**STUDY MATERIAL**
+===+
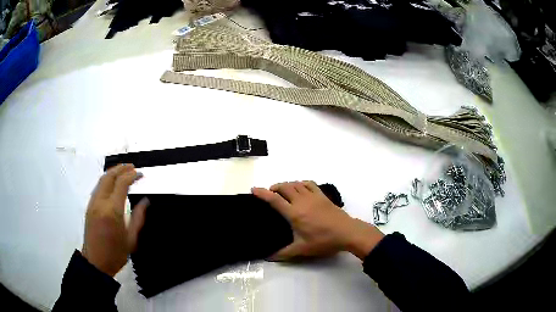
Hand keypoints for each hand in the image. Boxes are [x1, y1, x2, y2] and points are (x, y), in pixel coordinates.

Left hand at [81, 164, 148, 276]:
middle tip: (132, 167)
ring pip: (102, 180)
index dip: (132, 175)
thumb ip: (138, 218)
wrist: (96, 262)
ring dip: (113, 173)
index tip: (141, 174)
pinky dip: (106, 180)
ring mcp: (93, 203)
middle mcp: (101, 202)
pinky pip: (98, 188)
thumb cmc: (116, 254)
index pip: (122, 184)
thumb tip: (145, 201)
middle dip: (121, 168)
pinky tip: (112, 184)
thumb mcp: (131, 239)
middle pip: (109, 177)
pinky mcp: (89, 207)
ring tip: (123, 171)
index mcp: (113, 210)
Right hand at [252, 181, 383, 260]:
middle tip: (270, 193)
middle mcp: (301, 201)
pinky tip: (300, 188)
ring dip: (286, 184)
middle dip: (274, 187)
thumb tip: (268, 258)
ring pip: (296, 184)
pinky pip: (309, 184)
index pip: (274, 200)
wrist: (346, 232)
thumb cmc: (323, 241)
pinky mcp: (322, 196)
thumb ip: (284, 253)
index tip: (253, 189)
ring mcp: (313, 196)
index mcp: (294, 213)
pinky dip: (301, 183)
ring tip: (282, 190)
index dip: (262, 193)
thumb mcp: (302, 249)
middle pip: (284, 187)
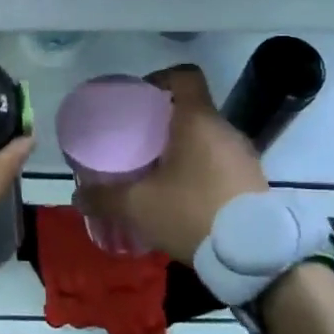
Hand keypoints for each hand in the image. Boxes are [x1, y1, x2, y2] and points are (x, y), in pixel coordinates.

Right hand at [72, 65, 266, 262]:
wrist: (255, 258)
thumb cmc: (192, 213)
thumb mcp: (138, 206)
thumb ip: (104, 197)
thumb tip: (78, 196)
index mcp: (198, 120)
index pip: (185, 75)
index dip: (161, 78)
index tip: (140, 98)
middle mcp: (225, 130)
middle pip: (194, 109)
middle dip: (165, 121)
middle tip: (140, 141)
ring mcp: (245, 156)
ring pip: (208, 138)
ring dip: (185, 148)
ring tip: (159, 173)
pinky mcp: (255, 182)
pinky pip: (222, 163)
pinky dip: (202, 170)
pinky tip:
+===+
**EXERCISE BRIEF**
Each entry should appear again exactly as written, pictures excluded.

**OUTPUT OF THE EXERCISE**
Hand keypoints for each hand in the image. Boxes are [x1, y1, x2, y2] and points are (x, y), in pixel coordinates.

Left hand at [81, 164, 148, 276]:
middle tip: (132, 167)
ring pip: (102, 180)
index dip: (132, 175)
thumb ip: (138, 218)
wrist: (96, 262)
ring dip: (113, 173)
index tip: (141, 174)
pinky dip: (106, 180)
ring mcp: (93, 203)
middle mcp: (101, 202)
pinky pip: (98, 188)
thumb cmc: (116, 254)
index pip: (122, 184)
thumb tip: (145, 201)
middle dip: (121, 168)
pinky tip: (112, 184)
thumb mcp: (131, 239)
middle pip: (109, 177)
pinky mcp: (89, 207)
ring tip: (123, 171)
index mcp: (113, 210)
Right hand at [252, 181, 383, 260]:
middle tip: (270, 193)
middle mcp: (301, 201)
pinky tip: (300, 188)
ring dip: (286, 184)
middle dip: (274, 187)
thumb tip: (268, 258)
ring pip: (296, 184)
pinky pip: (309, 184)
index pip: (274, 200)
wrist: (346, 232)
thumb cmc: (323, 241)
pinky mcp: (322, 196)
thumb ip: (284, 253)
index tip: (253, 189)
ring mcp: (313, 196)
index mcp: (294, 213)
pinky dip: (301, 183)
ring tip: (282, 190)
index dip: (262, 193)
thumb mcp: (302, 249)
middle pip: (284, 187)
Hand keypoints for each hand in the image. Boxes are [x1, y1, x2, y2] and points are (x, y), in pixel coordinates.

Right hand at [72, 65, 266, 262]:
wrist: (255, 258)
thumb cmc: (192, 213)
thumb mcp: (138, 206)
thumb ip: (104, 197)
thumb tip: (78, 196)
index mcp: (198, 120)
index pip: (185, 75)
index dip: (161, 78)
index tip: (140, 98)
middle mcp: (225, 130)
middle pip: (194, 109)
middle dip: (165, 121)
middle tip: (140, 141)
ring mcp: (245, 156)
ring pip: (208, 138)
ring dip: (185, 148)
ring tip: (159, 173)
pinky mcp: (255, 182)
pinky pip: (222, 163)
pinky dip: (202, 170)
pinky tip:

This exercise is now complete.